В круг выходили; люди стояли и слушали.

А певец играл на арфе и пел.

Хелиса и лира, набла и кифара, ардин и саунг - все это арфа.

Клен и ель, иной раз твердая древесина дуба - вот плоть арфы.

А дух ее - дрожащие струны.

Мы все играем. Мы - музыканты. Мы играем и поем, очень весело живем. Жгут на кострах наши арфы, а мы поем. Рубят наши арфы на куски, а мы поем. Распинают нас на деках наших драгоценных арф - а мы поем! Судьбы нет иной, кроме как петь.

И песней порою от смерти спасен человек.

 

(Людвиг играет Злате на рояле всю ее жизнь)

Она не могла бы сказать, когда это произошло. Когда он к ней пришел.

Может, после больницы прошло немного времени. А может, целая вечность.

Она все так же страшно хрипела. Это был ее земной ад. Удивлялась: почему к ней не идут, не звонят, не арестовывают, не осуждают. На долгий срок, а может быть, на смерть; смерть, она же так рядом ходит, она подстерегает каждого, а Злата чем лучше всякого, любого другого? И она такая же. Только тоски в ней, внутри, больше. Музыки - больше.

Был сосуд, плескалась музыка в нем, и вот его разбили. Или она сама его разбила?

Телефон починили. Можно ли починить разломанные потроха? Волю, сердце?

Пока она лежала в больнице, ее ограбили: не сильно, не как когда-то великую Одинцову, а так, понемножку всего потаскали, она поняла - соседки, кумушки, одной тетеньке она от квартиры ключ всегда оставляла, доверяла: а не доверяй никому; немного коллекционного фарфора, немного индийских безделушек, немного французских украшений цапнули и уволокли. Бабы, бабы, хоть немного урвать хотя бы. Она сразу простила их. Люди бедные. Она богатая. Пусть кусочек от нее отщипнут. И съедят. И обманутся: насытились! Человек ненасытен. Он вечно жаден.

Вот ее, Злату, знают многие на земле. Во многих странах; многие народы. И что? Ей этого мало. Она хочет еще больше, еще шире звучать, еще знаменитее стать. Жадность артиста! Нет ей предела. Так почему же она, знаменитая Злата, да что там, бери выше, уже великая Злата, чувствует себя в своей одинокой квартире как рыба на дне зимнего озера? Чего ей не хватает? У нее есть Большой театр. Театр больше, величественнее, славнее и прекраснее есть, видать, только на Марсе, да ей туда не долететь. И всем не долететь. Всяк сверчок знай свой шесток. И у нее, у славной Златы, тоже есть свой шесток. И у Бога, в которого не верит она, она ведь тоже земной жалкий сверчок.

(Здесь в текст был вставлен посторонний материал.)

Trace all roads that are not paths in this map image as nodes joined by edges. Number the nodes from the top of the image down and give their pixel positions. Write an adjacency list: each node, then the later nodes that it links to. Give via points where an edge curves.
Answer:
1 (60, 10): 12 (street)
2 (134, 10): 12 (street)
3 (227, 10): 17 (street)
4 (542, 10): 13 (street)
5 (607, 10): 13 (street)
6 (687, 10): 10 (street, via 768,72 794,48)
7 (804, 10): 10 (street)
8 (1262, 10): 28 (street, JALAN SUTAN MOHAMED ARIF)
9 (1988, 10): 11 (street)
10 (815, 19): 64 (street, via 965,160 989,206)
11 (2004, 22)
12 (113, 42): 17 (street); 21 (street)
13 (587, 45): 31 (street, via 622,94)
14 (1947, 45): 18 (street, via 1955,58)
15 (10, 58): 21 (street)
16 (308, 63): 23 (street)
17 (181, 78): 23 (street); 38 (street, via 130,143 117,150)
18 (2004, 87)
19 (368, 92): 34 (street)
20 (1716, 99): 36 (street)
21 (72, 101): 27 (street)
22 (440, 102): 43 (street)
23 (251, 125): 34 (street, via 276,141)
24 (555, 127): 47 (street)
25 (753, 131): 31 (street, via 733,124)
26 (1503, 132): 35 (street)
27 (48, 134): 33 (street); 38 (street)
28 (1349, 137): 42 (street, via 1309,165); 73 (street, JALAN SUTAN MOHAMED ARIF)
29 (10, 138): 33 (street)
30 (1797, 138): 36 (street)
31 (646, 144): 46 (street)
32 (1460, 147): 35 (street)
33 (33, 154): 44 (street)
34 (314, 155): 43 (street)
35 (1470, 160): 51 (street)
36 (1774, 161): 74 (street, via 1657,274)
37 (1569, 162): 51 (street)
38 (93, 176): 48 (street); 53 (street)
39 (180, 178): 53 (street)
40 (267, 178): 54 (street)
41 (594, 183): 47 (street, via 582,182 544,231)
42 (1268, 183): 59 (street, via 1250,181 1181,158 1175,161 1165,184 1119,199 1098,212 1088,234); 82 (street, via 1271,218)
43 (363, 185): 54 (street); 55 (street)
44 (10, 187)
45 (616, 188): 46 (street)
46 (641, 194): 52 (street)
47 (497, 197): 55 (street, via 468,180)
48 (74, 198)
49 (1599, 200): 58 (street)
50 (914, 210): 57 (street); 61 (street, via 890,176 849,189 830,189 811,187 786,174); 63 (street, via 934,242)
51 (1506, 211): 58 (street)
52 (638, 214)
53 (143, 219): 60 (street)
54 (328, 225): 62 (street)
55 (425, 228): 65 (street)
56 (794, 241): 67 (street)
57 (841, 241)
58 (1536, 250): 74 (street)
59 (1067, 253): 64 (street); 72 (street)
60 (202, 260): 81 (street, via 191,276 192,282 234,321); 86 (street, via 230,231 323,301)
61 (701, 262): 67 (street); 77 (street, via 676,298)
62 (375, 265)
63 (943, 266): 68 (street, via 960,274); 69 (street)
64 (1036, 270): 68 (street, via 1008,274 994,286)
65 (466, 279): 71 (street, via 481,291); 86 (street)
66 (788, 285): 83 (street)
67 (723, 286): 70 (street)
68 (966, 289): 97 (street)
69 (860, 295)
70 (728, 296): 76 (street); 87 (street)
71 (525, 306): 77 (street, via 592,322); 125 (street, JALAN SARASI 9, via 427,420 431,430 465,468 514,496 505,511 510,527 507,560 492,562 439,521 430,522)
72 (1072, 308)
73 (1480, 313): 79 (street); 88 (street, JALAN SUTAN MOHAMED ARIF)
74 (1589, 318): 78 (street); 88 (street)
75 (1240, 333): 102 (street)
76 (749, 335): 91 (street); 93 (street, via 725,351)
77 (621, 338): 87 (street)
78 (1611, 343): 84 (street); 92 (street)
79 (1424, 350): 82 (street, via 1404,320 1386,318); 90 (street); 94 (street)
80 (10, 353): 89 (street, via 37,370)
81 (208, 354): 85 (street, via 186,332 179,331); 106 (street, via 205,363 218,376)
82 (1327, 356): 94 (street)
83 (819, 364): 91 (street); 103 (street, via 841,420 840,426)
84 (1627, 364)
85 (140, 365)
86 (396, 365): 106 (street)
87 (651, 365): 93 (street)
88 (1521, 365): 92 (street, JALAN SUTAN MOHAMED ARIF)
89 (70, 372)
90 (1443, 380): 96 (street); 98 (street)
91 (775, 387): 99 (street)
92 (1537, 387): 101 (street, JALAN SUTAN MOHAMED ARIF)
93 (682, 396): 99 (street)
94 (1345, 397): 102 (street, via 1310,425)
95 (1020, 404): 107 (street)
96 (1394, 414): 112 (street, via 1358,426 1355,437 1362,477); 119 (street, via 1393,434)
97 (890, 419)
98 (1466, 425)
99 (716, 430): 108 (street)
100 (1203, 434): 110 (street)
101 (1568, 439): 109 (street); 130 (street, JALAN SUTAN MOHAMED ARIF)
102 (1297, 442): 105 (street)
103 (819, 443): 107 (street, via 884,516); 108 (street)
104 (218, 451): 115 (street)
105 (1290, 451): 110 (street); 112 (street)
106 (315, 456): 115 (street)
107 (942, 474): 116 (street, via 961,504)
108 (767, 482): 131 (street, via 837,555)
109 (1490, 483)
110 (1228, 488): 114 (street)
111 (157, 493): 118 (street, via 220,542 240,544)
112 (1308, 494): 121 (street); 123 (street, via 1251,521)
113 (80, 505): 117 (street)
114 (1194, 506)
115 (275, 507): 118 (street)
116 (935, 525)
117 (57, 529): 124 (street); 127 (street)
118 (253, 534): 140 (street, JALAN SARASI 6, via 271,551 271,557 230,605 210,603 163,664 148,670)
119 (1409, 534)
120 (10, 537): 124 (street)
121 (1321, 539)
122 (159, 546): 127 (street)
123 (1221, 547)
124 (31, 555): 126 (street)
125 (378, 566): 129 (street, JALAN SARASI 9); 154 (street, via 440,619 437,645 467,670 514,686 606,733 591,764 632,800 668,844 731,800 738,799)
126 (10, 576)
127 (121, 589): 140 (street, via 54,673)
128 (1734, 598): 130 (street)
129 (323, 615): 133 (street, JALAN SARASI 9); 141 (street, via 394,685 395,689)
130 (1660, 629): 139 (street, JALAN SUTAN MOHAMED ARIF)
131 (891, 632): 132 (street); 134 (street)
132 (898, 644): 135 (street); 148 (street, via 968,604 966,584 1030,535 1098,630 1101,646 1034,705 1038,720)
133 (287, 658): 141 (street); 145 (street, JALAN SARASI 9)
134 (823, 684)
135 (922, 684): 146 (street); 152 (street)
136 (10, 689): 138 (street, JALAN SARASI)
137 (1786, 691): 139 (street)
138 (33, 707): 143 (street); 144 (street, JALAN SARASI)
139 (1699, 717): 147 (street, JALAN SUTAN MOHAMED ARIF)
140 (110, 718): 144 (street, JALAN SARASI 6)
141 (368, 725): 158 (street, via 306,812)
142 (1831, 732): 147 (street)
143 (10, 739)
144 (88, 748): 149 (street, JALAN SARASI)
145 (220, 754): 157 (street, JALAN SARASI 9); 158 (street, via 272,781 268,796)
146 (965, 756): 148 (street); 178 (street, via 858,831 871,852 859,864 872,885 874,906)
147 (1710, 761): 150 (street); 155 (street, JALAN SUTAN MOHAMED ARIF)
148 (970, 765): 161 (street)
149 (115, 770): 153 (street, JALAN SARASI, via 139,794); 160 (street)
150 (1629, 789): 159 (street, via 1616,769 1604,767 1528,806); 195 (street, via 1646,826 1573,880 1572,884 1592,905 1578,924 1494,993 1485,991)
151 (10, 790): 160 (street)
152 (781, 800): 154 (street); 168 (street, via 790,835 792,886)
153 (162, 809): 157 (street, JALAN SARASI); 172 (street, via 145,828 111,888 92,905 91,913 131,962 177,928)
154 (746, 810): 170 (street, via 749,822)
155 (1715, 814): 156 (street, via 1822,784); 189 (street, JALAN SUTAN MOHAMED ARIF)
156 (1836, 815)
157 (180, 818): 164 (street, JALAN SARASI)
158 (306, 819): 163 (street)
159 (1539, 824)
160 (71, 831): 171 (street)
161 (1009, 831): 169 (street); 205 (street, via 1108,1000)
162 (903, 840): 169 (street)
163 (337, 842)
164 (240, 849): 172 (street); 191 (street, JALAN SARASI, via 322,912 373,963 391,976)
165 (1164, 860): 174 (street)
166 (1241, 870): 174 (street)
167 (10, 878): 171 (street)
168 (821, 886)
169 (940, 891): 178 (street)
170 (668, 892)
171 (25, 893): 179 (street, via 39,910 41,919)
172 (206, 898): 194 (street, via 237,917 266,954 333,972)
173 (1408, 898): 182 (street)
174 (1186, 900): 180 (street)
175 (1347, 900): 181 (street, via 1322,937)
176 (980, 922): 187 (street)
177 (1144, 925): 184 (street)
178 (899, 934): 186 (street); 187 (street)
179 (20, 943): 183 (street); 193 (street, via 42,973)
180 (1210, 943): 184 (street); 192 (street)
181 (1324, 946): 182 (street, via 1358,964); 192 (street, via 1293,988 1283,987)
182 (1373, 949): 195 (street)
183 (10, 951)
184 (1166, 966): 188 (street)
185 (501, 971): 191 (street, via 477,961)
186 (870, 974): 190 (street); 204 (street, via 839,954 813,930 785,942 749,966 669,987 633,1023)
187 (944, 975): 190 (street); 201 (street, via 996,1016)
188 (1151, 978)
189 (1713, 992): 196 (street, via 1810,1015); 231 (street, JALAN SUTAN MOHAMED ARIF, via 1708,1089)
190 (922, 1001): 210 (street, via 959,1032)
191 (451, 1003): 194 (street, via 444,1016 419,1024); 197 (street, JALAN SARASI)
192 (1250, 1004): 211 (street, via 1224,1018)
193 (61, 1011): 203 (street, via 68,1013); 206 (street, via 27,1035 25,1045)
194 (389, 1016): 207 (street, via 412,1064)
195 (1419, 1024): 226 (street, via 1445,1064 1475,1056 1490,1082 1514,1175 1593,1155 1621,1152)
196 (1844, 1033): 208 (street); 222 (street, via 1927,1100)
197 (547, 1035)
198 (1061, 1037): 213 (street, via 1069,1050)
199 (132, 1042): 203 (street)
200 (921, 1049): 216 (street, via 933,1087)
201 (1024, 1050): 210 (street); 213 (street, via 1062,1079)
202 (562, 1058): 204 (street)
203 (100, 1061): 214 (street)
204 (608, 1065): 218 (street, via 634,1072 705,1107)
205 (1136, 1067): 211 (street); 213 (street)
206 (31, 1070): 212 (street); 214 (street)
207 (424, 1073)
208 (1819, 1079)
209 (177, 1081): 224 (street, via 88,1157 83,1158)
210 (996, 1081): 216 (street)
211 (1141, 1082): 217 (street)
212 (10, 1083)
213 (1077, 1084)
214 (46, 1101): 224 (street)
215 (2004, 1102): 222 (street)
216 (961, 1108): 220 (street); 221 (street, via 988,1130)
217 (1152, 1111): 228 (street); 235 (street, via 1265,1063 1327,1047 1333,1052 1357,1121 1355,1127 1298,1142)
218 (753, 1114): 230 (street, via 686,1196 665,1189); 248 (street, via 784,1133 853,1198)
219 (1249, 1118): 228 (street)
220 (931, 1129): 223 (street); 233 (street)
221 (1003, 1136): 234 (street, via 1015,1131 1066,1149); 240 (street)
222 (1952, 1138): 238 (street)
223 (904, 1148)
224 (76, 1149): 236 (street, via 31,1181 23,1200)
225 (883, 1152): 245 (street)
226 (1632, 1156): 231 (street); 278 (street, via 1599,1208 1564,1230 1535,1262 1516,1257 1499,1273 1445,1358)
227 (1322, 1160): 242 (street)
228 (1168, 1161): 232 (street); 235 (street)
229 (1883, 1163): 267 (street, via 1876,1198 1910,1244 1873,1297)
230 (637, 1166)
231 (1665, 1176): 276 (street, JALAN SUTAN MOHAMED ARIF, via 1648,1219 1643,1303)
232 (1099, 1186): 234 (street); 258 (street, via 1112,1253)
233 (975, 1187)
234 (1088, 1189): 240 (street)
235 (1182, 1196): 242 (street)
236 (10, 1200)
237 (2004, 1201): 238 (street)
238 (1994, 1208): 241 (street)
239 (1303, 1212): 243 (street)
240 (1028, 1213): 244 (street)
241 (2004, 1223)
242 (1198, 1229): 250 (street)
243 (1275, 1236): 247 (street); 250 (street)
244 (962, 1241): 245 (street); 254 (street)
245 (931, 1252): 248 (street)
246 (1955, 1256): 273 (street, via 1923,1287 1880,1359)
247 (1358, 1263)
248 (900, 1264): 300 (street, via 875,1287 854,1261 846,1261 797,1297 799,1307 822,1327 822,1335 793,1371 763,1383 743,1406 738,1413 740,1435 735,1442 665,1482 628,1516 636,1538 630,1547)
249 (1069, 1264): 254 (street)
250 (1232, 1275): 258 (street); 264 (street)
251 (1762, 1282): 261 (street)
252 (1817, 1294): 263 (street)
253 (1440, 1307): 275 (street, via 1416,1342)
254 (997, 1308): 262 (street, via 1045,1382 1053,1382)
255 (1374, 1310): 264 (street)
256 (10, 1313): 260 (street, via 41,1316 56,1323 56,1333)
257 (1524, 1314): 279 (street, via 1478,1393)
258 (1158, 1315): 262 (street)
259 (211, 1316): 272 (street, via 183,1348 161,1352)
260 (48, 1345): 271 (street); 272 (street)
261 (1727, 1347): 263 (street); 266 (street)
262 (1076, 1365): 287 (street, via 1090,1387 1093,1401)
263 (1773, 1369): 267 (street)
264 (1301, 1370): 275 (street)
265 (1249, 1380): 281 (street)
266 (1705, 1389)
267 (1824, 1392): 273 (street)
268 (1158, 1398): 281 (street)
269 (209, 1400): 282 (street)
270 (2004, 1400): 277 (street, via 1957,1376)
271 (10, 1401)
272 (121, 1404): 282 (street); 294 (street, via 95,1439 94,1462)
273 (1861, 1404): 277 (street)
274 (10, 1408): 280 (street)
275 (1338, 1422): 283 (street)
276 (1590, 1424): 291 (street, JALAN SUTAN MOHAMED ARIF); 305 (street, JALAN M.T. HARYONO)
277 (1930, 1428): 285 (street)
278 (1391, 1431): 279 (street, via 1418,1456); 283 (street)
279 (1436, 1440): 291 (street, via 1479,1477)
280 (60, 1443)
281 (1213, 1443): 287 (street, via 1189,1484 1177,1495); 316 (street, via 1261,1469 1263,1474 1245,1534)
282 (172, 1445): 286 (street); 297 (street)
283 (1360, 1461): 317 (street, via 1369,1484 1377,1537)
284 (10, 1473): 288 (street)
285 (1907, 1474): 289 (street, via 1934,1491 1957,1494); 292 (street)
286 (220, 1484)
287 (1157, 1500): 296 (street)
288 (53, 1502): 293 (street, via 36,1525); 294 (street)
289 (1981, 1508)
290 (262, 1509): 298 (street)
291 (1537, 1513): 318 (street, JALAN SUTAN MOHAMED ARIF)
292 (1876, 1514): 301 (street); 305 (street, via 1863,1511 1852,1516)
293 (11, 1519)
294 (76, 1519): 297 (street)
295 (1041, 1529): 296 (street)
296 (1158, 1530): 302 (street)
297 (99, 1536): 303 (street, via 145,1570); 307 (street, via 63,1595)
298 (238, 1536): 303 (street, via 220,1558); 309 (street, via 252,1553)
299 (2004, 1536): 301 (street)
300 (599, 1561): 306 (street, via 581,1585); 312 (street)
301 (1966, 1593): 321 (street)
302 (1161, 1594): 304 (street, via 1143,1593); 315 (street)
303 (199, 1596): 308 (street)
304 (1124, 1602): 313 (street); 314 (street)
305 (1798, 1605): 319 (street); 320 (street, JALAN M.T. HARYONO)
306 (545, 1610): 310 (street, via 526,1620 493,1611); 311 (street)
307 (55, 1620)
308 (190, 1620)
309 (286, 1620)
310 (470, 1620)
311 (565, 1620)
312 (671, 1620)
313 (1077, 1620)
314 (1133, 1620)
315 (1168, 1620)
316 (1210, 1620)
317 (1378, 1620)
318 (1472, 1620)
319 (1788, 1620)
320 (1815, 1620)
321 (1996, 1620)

Поет, бормочет, скрежещет, визжит. А теперь уже не споет никогда.

Она произносила мысленно: никогда - и потом еще и тяжело, крупно, по слогам: НИ-КОГ-ДА - и ее обдавало инопланетным холодом, будто бы ее с вертолета сбросили во льды полюса.

Телефон тарахтел не умолкая, и она его выключала. Тогда наступала блаженная тишина.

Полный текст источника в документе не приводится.